They always wrote the death certificate before life ended... They looked at that old patch of the world, at the faces of its people carved by the years, at the streets that kept the voices of those who passed through and those who departed, at the houses that stood long against the wind, then they said confidently, as someone who thinks he holds the keys to history, ‘The story is over, the people are tired, the tree has withered, the children of the earth are only searching for their day, and there is no longer space in their hearts for dreams...’ But they did not understand the nature of that land. They did not understand that there are places where geography alone does not dwell, but where memory resides. They did not realize that some nations may be burdened by wounds yet never lose their ability to rise, and that some mountains may be silent for long not because they have died, but because they gather within their rocks the power of the coming storm...
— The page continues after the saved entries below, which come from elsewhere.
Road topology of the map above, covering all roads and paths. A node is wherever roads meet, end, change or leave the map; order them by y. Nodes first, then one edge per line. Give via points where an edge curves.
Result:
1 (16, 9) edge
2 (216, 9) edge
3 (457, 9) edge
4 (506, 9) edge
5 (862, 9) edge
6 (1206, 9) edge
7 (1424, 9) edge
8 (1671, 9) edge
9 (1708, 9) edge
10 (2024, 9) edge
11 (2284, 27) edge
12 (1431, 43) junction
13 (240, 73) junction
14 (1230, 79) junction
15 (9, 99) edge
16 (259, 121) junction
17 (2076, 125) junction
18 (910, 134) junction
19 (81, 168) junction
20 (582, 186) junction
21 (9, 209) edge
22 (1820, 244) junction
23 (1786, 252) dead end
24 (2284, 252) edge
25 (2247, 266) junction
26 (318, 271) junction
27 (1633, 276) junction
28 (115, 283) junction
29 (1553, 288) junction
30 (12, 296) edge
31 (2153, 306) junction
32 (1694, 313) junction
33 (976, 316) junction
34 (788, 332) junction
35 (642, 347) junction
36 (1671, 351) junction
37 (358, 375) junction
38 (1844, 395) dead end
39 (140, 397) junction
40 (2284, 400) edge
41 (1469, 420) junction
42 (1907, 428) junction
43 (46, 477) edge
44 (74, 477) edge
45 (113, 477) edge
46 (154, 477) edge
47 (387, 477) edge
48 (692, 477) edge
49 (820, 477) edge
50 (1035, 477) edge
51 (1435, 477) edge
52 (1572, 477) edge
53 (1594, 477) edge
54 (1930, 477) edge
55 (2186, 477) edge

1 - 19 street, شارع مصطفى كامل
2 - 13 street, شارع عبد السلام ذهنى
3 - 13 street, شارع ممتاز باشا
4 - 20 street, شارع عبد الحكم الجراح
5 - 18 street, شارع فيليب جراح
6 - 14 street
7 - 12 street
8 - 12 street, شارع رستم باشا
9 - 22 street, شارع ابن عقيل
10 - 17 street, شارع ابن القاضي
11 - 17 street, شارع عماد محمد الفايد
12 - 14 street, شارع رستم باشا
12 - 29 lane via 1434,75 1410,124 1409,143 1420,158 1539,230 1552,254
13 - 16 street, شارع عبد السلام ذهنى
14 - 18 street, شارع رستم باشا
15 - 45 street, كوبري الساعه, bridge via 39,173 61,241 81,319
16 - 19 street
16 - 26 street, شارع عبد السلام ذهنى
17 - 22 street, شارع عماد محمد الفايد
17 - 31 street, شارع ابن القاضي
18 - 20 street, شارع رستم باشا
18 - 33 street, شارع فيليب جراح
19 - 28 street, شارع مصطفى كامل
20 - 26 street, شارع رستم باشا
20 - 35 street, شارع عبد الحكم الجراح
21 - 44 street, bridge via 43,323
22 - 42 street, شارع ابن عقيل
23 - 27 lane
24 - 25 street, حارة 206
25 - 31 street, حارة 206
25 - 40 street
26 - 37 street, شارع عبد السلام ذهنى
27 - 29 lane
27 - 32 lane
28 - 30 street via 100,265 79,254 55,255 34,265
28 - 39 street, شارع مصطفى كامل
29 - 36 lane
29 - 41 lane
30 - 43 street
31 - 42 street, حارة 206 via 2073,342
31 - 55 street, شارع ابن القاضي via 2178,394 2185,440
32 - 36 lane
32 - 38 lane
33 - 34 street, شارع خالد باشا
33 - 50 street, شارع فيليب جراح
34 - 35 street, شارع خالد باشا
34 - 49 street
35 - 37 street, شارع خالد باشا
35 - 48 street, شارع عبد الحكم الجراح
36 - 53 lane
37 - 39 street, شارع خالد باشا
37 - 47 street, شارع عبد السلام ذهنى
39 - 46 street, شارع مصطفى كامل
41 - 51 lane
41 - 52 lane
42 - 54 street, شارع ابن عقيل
In this land that resembles an ancient book, every time they tried to tear it apart, its pages returned to bond. There was a secret that no one could explain. Every time they declared that its people were finished, a new generation emerged carrying enough of the story to open another door. Whenever they thought exhaustion had prevailed, a voice emerged from the alleys and neighborhoods saying... the story is not over yet... For the son of the earth there was not merely a resident in a place besieged by wires, borders, and constraints, but an extension of something older than all the walls... He carried in his memory the scent of the fields, the sound of ancient bells, and the footsteps of ancestors who crossed the same roads before they turned into testing grounds for will. He knew that the land was not just stone, and that the house was not just a roof and walls, but a meaning hidden in the soul...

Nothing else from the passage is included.